"Um centavo pelos seus pensamentos."
Virei-me da janela do chão ao teto. "Nada. Só pensando no trabalho."
Lea não acreditou. "Trabalho não te deixa com essa cara."
"Não o meu trabalho. O da Mira."
Olhei para o celular apertado na minha mão. Mira tinha acabado de mandar uma mensagem dizendo que ia prolongar sua estadia em Paris. Ela não disse por quanto tempo. Só que o trabalho estava se acumulando, estavam com pouca equipe e ela precisava fazer a sua parte. Como se para provar o ponto, quando liguei, ela mal conseguiu dizer duas frases antes de encerrar a chamada.
Ainda assim, eu não conseguia me livrar da sensação de que havia algo que ela não estava dizendo.
Não era o que ela disse, mas como. Algo no tom dela.

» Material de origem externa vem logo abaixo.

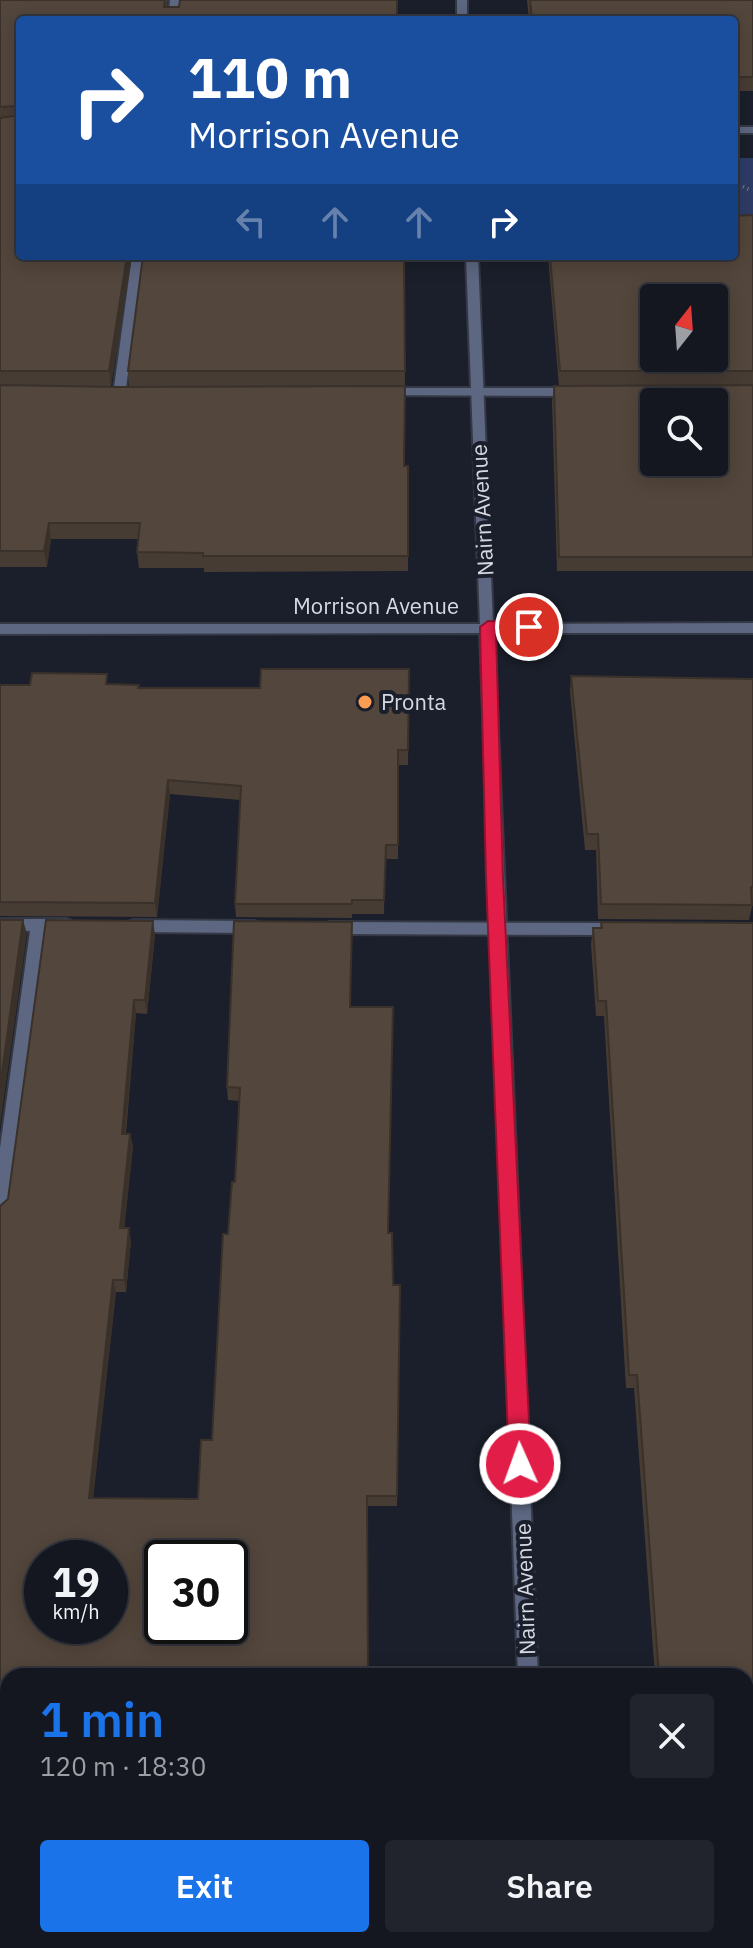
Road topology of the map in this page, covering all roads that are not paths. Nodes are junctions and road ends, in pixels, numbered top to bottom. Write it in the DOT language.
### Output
graph roads {
  1 [pos="137,260"];
  2 [pos="472,260"];
  3 [pos="369,392"];
  4 [pos="477,392"];
  5 [pos="587,392"];
  6 [pos="104,394"];
  7 [pos="135,394"];
  8 [pos="119,395"];
  9 [pos="488,627"];
  10 [pos="753,628"];
  11 [pos="0,629"];
  12 [pos="0,925"];
  13 [pos="39,925"];
  14 [pos="86,926"];
  15 [pos="117,926"];
  16 [pos="273,927"];
  17 [pos="320,928"];
  18 [pos="498,929"];
  19 [pos="631,929"];
  20 [pos="0,1211"];
  21 [pos="528,1668"];
  1 -- 8 [label="street"];
  2 -- 4 [label="street, Nairn Avenue"];
  3 -- 4 [label="street"];
  4 -- 5 [label="street"];
  4 -- 9 [label="street, Nairn Avenue"];
  6 -- 8 [label="street"];
  7 -- 8 [label="street"];
  9 -- 10 [label="street, Morrison Avenue"];
  9 -- 11 [label="street, Morrison Avenue"];
  9 -- 18 [label="street, Nairn Avenue"];
  12 -- 13 [label="street"];
  13 -- 14 [label="street"];
  13 -- 20 [label="street"];
  15 -- 16 [label="street"];
  17 -- 18 [label="street"];
  18 -- 19 [label="street"];
  18 -- 21 [label="street, Nairn Avenue"];
}
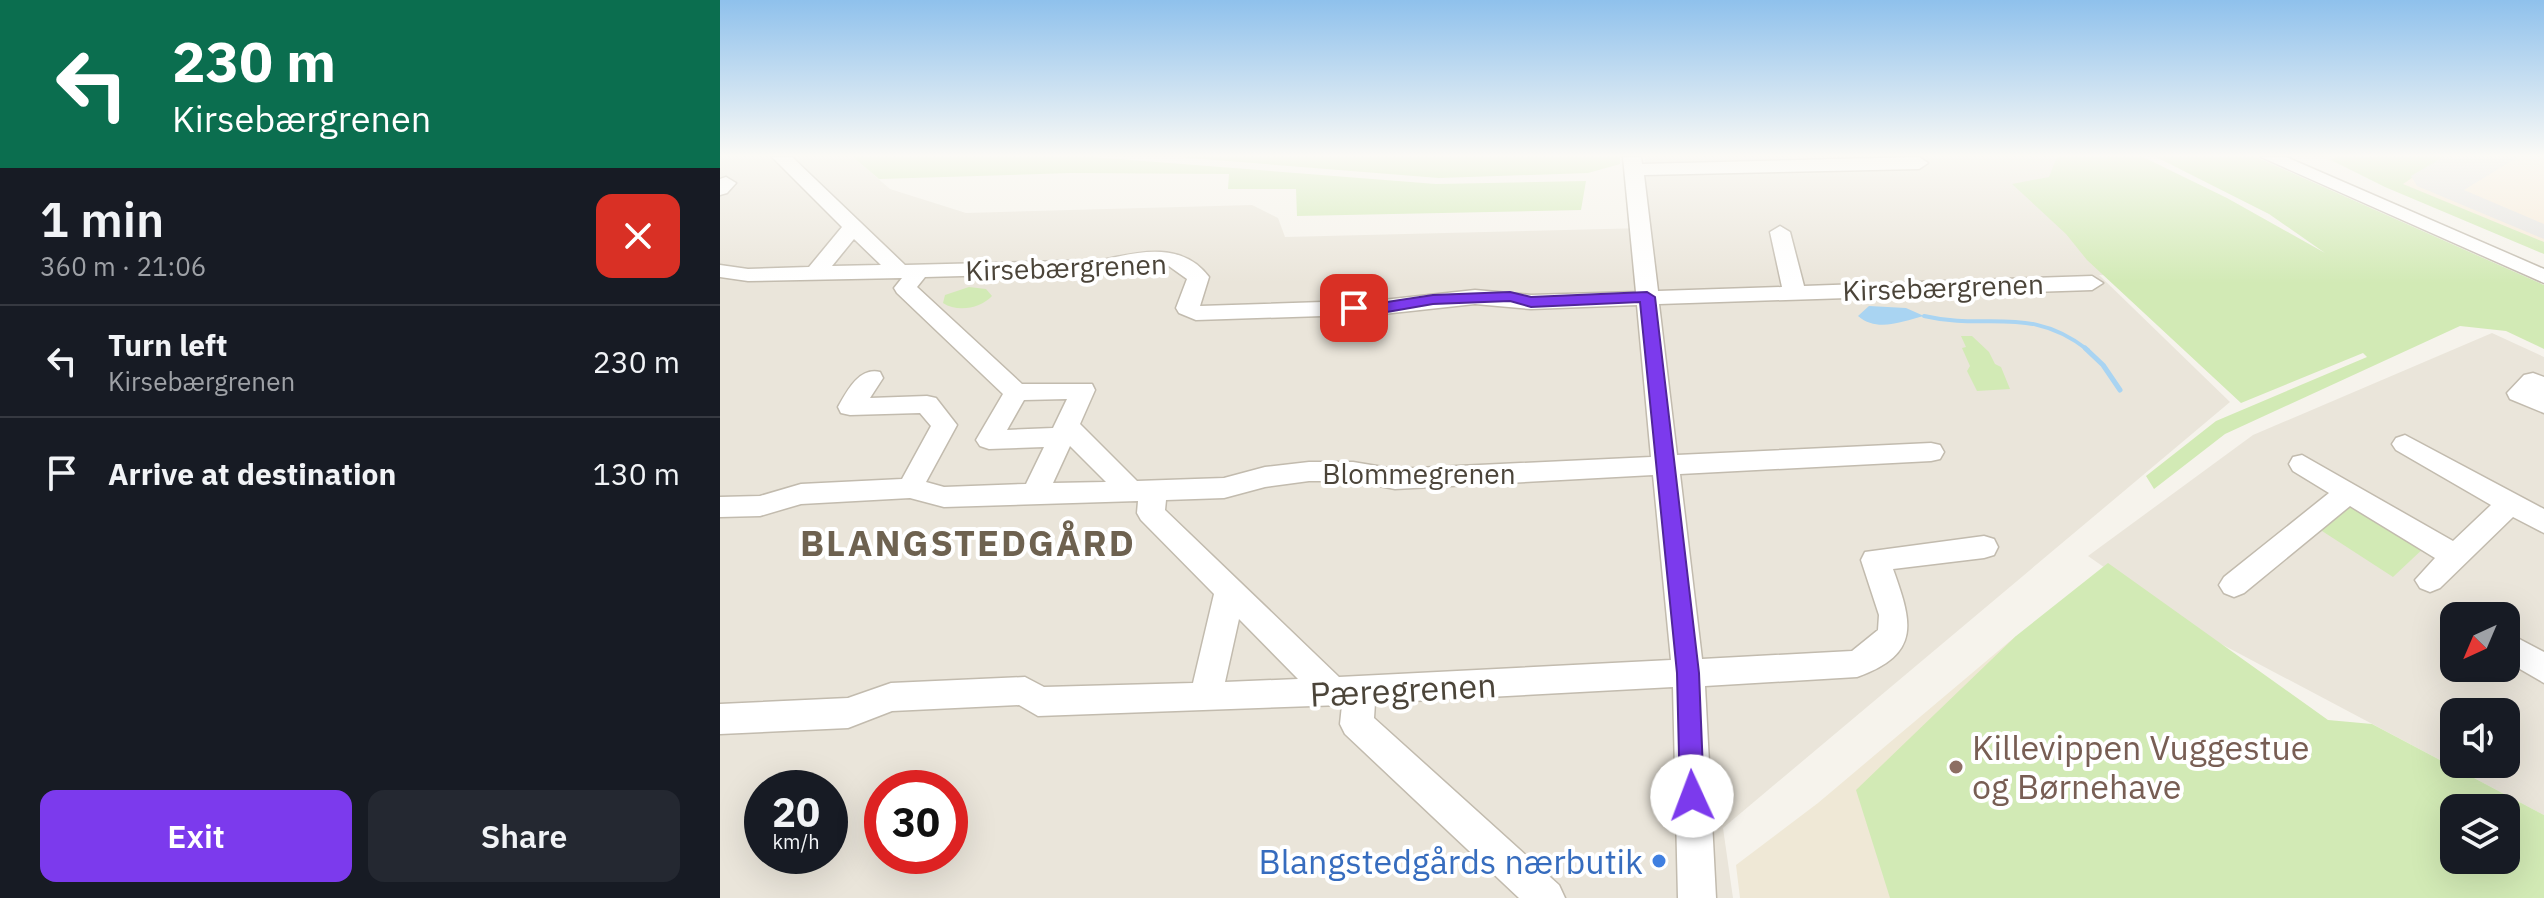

Um tipo de evasiva.
"Ah, sim, a famosa designer de joias." Lea inclinou o queixo em direção ao cofre no canto do escritório. "Posso?"
Digitei o código e destranquei.
Ela removeu a caixa de cima, abriu um estojo de veludo e levantou um colar. "Como se chama esse mesmo?"
"Veyra."
"Nome bonito. Eliza Black usou, não foi? Eu me lembro das fotos do tapete vermelho." Ela guardou o colar. "Gostaria de ter conhecido sua esposa."
Deixamos Paris antes do amanhecer. Mira ainda estava dormindo naquela hora.
"Você vai conhecê-la. No casamento," eu disse. Embora, a cada dia que passava, e agora com esse atraso, eu começava a duvidar se realmente haveria um em junho. Ou em qualquer momento.
"Não antes disso?" Lea perguntou. "Eu estava esperando encomendar algo personalizado. Vi o portfólio dela online. Exatamente do meu gosto."
"Te aviso," eu disse. "Como está indo o caso?"
Lea se jogou na cadeira em frente à minha mesa e passou a mão entre as sobrancelhas. "Meu advogado acabou de dar entrada no pedido de divórcio. Estamos esperando a resposta do Pierre. Mas conhecendo ele, vai enrolar por anos." Ela balançou o celular. "Troquei meu número. Ele vai surtar quando for notificado."
"Ele não pode te tocar aqui em Skyline." Esta cidade era minha. "Enquanto isso, você poderia começar a buscar um escritório da Titanova aqui."
"Aqui?" Ela se endireitou, surpresa. "Achei que você não queria a gente perto do seu novo começo."
"Eu nunca disse isso." Só não queria que o desastre do meu passado invadisse meu presente. Mas a Titanova era legítima agora – pelo menos no papel. "Você ainda seria a CEO."
"E você ainda seria o mestre das marionetes." Ela deu de ombros. "Por mim, tudo bem. Mas vou precisar de tempo. E de gente. Kylian está preso em Belgrado, Rusty está atrás de alguma mulher em Medellín, e Simon está segurando as pontas em Eindhoven. Vou precisar de alguém pra me mostrar o caminho aqui. Alguém que conheça os jogadores. Não quero pisar no território de ninguém."
"A LGH é convidada pra metade dos eventos de negócios na cidade." Liguei para Dominic e pedi que enviasse a agenda mais recente. "Tem um jantar da câmara de comércio se aproximando. Eu vou te colocar na lista."
"Você vem também?" A mente da Lea já estava a mil por hora. Quando não era sobre o marido dela, ela se movia rápido.
Deslizei uma pilha de documentos na direção dela. "Então organize isso. Priorize. Destaque o que for urgente. Você sabe como é."
"Eu não sou sua assistente," Lea resmungou. "Não mais."
"Então ou trabalha ou cai fora."
"Tá bom, chefe." Ela resmungou, "Kylian disse que você mudou. Deveria ver isso - o mesmo velho capataz."
Lancei-lhe um olhar.
Ela fez mímica como se estivesse fechando a boca com um zíper. "Nem um pio, prometo."
Uma batida na porta. Dominic colocou a cabeça para dentro, parando ao ver que eu estava acompanhado. "Posso voltar depois."
"O que é?" perguntei.
Ele entrou, com um tablet na mão. "Você me pediu para destacar tudo relacionado à Sra. Laurent. Bem..."
"Fale."
"Franklin Vance está morto. Cometeu suicídio na prisão."